Fiel a su temperamento dual, el joven marino vivía con fascinación la ajetreada vida portuaria compartiendo los días con los rudos marinos y las orondas posaderas que le servían, con una sonrisa, la deliciosa sopa de pescado con la que sobrevivía el resto de la jornada. Pero al mismo tiempo, el muchacho se las arregló para que una de las familias más poderosas de la ciudad lo acogiera en su círculo de amistades. Madame Delestang y su esposo, un anciano armador, lo adoptaron, convenciéndolo para formar parte de la causa monárquica. El matrimonio soñaba con restaurar la corona española apoyando al pretendiente carlista. Tal vez la belleza madura de la señora Delestang, el roce de su mano en las noches de ópera o su mirada orgullosa cuando lo veía salir del Café Boudul de la Rue Saint-Ferréol, conciliábulo de conspiradores, fue lo que decidió al joven aventurero a involucrarse en el contrabando de armas para los partidarios carlistas en España. Amores prohibidos, duelos, intrigas políticas, amigos traidores, un disparo que casi acaba con su vida, su asignación anual perdida tal vez en una apuesta en Montecarlo, el suicidio de una joven y enamoradiza posadera, las cartas del tutor amenazando con retirarle la ayuda económica, aquella intensa relación con la seductora Paula, la actriz amante del mismísimo Carlos de Borbón… Era demasiado. Inevitablemente, los días turbulentos de la Costa Azul finalizaron con su partida a bordo de un navío inglés con rumbo a Constantinopla. Y aunque Conrad destruyó sus notas de entonces, nada se perdería, pues esas aventuras y aquel amor quedaron fijados en una novela. Una de mis preferidas. Siempre soñé lucir en mi vejez un pasador con forma de flecha de oro como el de doña Rita para poder sujetar, como ella, el cabello, la soledad y los recuerdos de aquel capitán.
Otra manera de acceder a Niza recurriendo a los pausados caminos de hierro es viajando desde París en el Train Bleu. El mítico restaurante de la estación de Lyon acogió bajo el acero art déco y los hermosos murales con paisajes azules a lo más selecto de los viajeros europeos, que arrebujados en sus pieles tomaban el último café entre toses asmáticas, antes de emprender el rumbo al aire salado y cálido de la Riviera. Entre ellos, una simpática muchacha inglesa tuvo la ocurrencia de imaginar un nuevo caso de asesinato para su famoso inspector Hércules Poirot. El misterio y la sangre quedaron unidos para siempre a este tren glamuroso como ya ocurriera con el Orient-Express. El fantasma de Miss Agatha Christie sigue viajando, imperturbable, en sus vagones.

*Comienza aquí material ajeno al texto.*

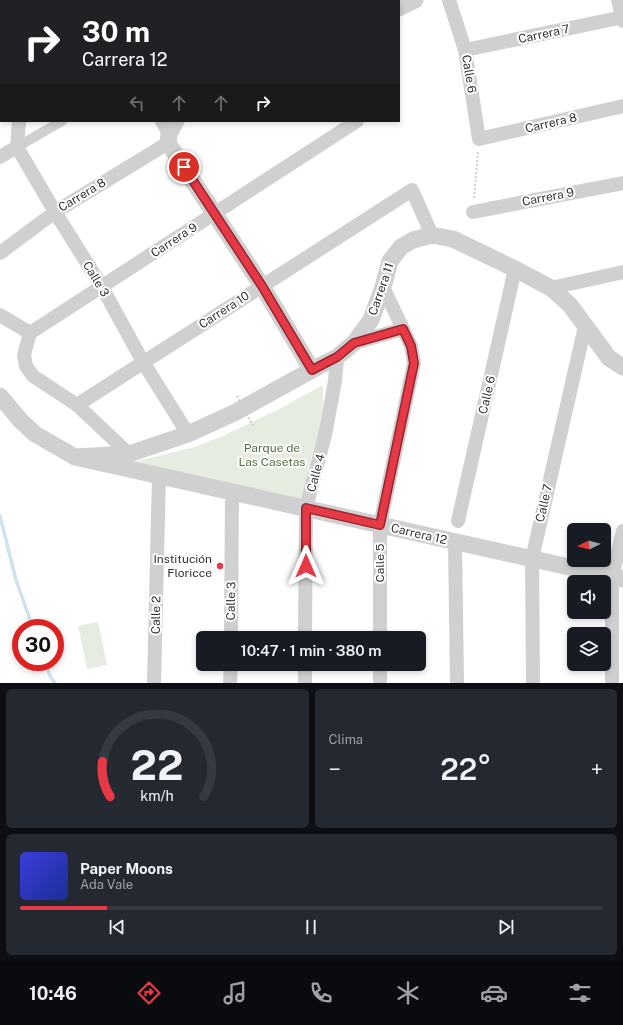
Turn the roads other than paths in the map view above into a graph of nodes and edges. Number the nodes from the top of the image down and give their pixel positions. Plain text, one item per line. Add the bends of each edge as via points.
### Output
1 (414, 0) edge
2 (448, 0) edge
3 (618, 0) edge
4 (400, 7) edge
5 (623, 19) edge
6 (465, 50) junction
7 (623, 106) edge
8 (19, 122) edge
9 (60, 122) edge
10 (355, 122) edge
11 (169, 130) edge
12 (479, 139) joint
13 (17, 147) junction
14 (0, 157) edge
15 (623, 182) edge
16 (55, 212) junction
17 (473, 212) road end
18 (214, 214) junction
19 (432, 235) junction
20 (0, 253) edge
21 (515, 269) junction
22 (623, 272) edge
23 (262, 286) junction
24 (102, 287) junction
25 (383, 287) junction
26 (551, 288) junction
27 (0, 315) edge
28 (585, 326) junction
29 (403, 329) junction
30 (30, 333) junction
31 (354, 343) junction
32 (337, 357) junction
33 (143, 362) junction
34 (623, 367) edge
35 (312, 370) junction
36 (0, 396) edge
37 (77, 405) junction
38 (188, 434) junction
39 (128, 454) junction
40 (75, 457) junction
41 (158, 475) junction
42 (232, 492) junction
43 (306, 508) junction
44 (458, 521) dead end
45 (380, 525) junction
46 (623, 531) edge
47 (455, 542) junction
48 (532, 559) junction
49 (618, 578) edge
50 (231, 631) edge
51 (305, 631) edge
52 (380, 631) edge
53 (231, 671) edge
54 (305, 671) edge
55 (380, 671) edge
56 (154, 683) edge
57 (230, 683) edge
58 (305, 683) edge
59 (380, 683) edge
60 (457, 683) edge
61 (533, 683) edge
62 (612, 683) edge

1 - 4 street
2 - 6 street, Calle 6
3 - 5 street
5 - 6 street, Carrera 7
6 - 12 street, Calle 6
7 - 12 street, Carrera 8
8 - 13 street
9 - 13 street
10 - 18 street, Carrera 9
11 - 16 street, Carrera 8
11 - 18 street
13 - 14 street
13 - 16 street, Calle 3
15 - 17 street, Carrera 9
16 - 20 street, Carrera 8
16 - 24 street, Calle 3
18 - 23 street
18 - 24 street, Carrera 9
19 - 21 street, Carrera 11 via 453,239
19 - 23 street, Carrera 10 via 412,190
19 - 25 street, Carrera 11 via 413,240 401,247 390,261
21 - 26 street, Carrera 11
21 - 44 street, Calle 6
22 - 26 street
23 - 33 street, Carrera 10
23 - 35 street
24 - 30 street, Carrera 9
24 - 33 street, Calle 3
25 - 29 street, Calle 5
25 - 31 street, Carrera 11 via 371,320
26 - 28 street, Carrera 11 via 570,305
27 - 30 street
28 - 34 street, Carrera 11 via 609,358
28 - 48 street, Calle 7
29 - 31 street
29 - 45 street, Calle 5 via 411,346 414,363
30 - 37 street via 24,355 26,366 33,376
31 - 32 street, Carrera 11
32 - 35 street, Carrera 11
32 - 43 street, Calle 4 via 325,436
33 - 37 street, Carrera 10
33 - 38 street, Calle 3
35 - 38 street, Carrera 11 via 236,412
36 - 40 street, Carrera 12 via 35,434
37 - 39 street
38 - 39 street, Carrera 11
39 - 40 street, Carrera 11
40 - 41 street, Carrera 12
41 - 42 street, Carrera 12
41 - 56 street, Calle 2
42 - 43 street, Carrera 12
42 - 50 street, Calle 3
43 - 45 street, Carrera 12
43 - 51 street, Calle 4
45 - 47 street, Carrera 12
45 - 52 street, Calle 5
46 - 49 street
47 - 48 street, Carrera 12
47 - 60 street
48 - 49 street, Carrera 12
48 - 61 street, Calle 7
49 - 62 street
53 - 57 street
54 - 58 street
55 - 59 street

Aquella Niza ya no existe, pero es fácil recrearla porque, afortunadamente, casi todos los que la amaron escribieron alguna vez sobre esta ciudad de doble filo (una arista francesa, otra italiana) fijando su perfil de anfitriona elegante en la historia. Adaptada por la aristocracia europea a los paseos invernales de sol, los palacetes construidos en un primer momento de espaldas a la Bahía de los Ángeles fueron sustituidos por elegantes villas a orillas del mar, donde los extranjeros templaban sus dolencias en el paseo marítimo que los locales comenzaron a llamar, despectivamente, Promenade des Anglais. Por allí deambularon durante casi dos siglos, entre otros, Stefan Zweig, Gaston Leroux, Jean Cocteau, Gogol, Maupassant, Nabokov, Mann, Huxley, Wells, Daudet, Mallarmé, Paul Valéry, Colette, Coco Chanel, Cocteau, Roth. ¿Cómo no amar hoy esta Riviera de fantasmas brillantes y tísicos?
Entre los Alpes y el Mediterráneo se desenvuelve la capital de la Costa Azul que, en su casco antiguo, hacia la montaña, es laberíntica, pétrea y piamontesa, rematada por el barrio burgués de Cimiez, donde Matisse, después de abandonar el Hotel Beau Rivage y a sus escandalosos vecinos, los Fitzgerald, se trasladó a un espacioso cuarto en el Regina Palace. Allí en lo alto, un poco más cerca del cielo azul, pintaba palmeras, desnudos y luz mientras en el horizonte flotaba, difuminada, la isla de Córcega.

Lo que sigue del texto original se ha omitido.